Professional framing: “Lighter vehicles consistently achieve better fuel economy. For every 1,000-pound increase in weight, we observe approximately 5.4 fewer miles per gallon.”
Public framing: “Heavy SUVs and trucks guzzle gas. Compact cars and hybrids go further on less fuel. It’s physics.”
Each version is truthful but optimized for its audience.
9.6 Part V: Common Pitfalls and How to Avoid Them
9.6.1 Overplotting and Obscuration
Problem: Too many overlapping points; underlying pattern invisible
Solution: Use transparency (alpha), jitter slightly, or switch to density plot or hexbin
9.6.2 Dual-Axis Plots
Problem: Two different scales on same plot can manipulate perception (axis scaling changes appear misleading)
Solution: Facet instead; if both axes are necessary, use same scale or clearly label both
9.6.3 3D Visualizations
Problem: 3D plots distort distances and make comparison harder, not easier
Solution: Use faceted 2D plots or interactive 3D plots (but not static 3D printed plots)
9.6.4 Truncated Axes
Problem: Starting y-axis at non-zero value exaggerates differences
Solution: Always start at zero for bar charts; for scatterplots, include enough padding to show context
9.6.5 Chart Junk and Decoration
Problem: Decorative elements (3D effects, gradient fills, gridlines, background images) distract from data
Solution: Minimize. Use white or light gray backgrounds, remove unnecessary gridlines, use simple shapes
9.6.6 Inconsistent Scales Across Panels
Problem: Different scales in faceted plots make comparison impossible
Solution: Always use scales = "fixed" in faceted plots unless scale variation is the story
9.7 Part VI: Accessibility and Inclusive Design
Thoughtful visualization serves diverse audiences and abilities.

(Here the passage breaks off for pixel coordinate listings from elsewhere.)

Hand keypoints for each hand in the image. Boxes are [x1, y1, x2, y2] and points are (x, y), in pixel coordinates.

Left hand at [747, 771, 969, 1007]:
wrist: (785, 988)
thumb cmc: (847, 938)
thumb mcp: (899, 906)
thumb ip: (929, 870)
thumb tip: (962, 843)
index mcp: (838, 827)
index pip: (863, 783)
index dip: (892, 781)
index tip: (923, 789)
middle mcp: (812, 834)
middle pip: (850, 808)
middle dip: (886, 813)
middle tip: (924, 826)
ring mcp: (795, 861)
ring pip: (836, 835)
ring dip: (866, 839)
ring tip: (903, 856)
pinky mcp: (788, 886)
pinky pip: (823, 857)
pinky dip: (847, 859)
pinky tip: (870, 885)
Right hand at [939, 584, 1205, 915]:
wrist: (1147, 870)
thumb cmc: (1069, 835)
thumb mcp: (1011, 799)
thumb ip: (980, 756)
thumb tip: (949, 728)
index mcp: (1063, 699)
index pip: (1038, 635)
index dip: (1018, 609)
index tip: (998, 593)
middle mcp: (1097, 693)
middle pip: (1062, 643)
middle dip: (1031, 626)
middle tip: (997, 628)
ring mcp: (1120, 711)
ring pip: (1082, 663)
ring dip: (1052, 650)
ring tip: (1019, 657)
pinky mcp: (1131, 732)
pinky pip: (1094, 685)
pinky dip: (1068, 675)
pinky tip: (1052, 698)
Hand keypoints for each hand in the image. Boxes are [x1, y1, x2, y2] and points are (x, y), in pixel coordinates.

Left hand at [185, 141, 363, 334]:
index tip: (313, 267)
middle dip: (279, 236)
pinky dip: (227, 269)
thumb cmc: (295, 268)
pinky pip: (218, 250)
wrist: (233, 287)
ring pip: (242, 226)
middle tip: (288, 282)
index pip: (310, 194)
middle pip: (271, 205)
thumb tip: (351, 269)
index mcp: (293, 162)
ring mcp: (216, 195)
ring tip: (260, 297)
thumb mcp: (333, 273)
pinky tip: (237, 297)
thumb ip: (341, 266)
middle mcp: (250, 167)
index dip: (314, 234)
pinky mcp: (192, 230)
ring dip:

9.7.1 Colorblind-Friendly Design
Approximately 8% of men and 0.5% of women have color blindness. Designs are best when they avoid relying solely on color distinctions:
Use colorblind-friendly palettes (Viridis, ColorBrewer’s “colorblind-safe” option)
Supplement color with pattern or text (e.g., labels on nodes)

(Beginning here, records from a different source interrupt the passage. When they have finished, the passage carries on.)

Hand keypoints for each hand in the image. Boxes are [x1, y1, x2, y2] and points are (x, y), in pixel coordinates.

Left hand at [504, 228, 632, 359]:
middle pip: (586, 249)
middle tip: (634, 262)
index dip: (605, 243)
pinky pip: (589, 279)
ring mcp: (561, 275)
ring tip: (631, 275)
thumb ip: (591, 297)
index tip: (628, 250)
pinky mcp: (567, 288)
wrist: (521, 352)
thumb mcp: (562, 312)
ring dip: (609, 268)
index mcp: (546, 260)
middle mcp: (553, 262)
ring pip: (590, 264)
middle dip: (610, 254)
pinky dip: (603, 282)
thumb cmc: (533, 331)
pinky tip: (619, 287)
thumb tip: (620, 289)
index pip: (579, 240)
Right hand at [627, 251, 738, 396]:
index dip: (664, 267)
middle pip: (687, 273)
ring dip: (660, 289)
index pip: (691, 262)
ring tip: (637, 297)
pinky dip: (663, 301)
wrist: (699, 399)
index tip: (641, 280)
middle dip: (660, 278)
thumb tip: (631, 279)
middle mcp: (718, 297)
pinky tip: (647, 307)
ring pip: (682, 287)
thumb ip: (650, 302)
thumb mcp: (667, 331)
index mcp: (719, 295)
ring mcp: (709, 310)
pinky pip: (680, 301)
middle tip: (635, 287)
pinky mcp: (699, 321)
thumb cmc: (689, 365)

Test visualizations with colorblind simulation tools
9.7.2 Visual Clarity for Low-Vision Readers
Large fonts (minimum 12pt for body text, 14pt+ for titles)
High contrast (dark text on light background or vice versa)
Non-default line widths (thicker lines for visibility)
Avoid light gray text
9.7.3 Interpretability for Non-Technical Readers
Avoid jargon; define technical terms in caption
Include units (not just “mpg” but “miles per gallon”)
Provide a “take-home” sentence above or below the plot
9.8 Summary and Key Takeaways
Design for discovery: Visualizations can aim to reveal patterns, not obscure them through decoration or complexity
Match form to audience: Academic precision, professional clarity, public simplicity—three audiences, three visualizations
Encode wisely: Use visual channels (position, size, color) strategically; encode most important information first
Pair visualization with narrative: A chart without explanation leaves viewers confused; text without visualization misses emotional impact
Test accessibility: Color, contrast, and clarity matter for inclusivity
Export thoughtfully: Move from interactive exploration to static communication; recreate visualizations with intentional design
Context is king: The same data can support multiple true stories, depending on framing and audience
9.9 Looking Ahead
With the foundations of association analysis (Chapters 3–6), interactive tools (Chapters 7–8), and communication strategies (this chapter) established, we now move beyond pairwise relationships to higher-order patterns and predictive modeling.
The chapters that follow introduce methods for:
Regression trees (Chapter 10): Non-parametric discovery of feature interactions and segmentation
Classification trees (Chapter 11): Predicting discrete outcomes while maintaining interpretability
Ensemble methods (Chapter 12): Combining multiple models for improved predictions
These methods shift perspective: instead of asking “What associations exist?”, we ask “Can we predict or segment based on these associations?” But interpretability remains paramount. We aim to avoid black-box models, instead focusing on methods that stay true to the descriptive, exploratory spirit of this book.
Hartigan, J. A., and B. Kleiner. 1981. “Mosaics for Contingency Tables.” In Computer Science and Statistics: Proceedings of the 13th Symposium on the Interface, 268–73. Springer US. https://doi.org/10.1007/978-1-4613-9464-8_37.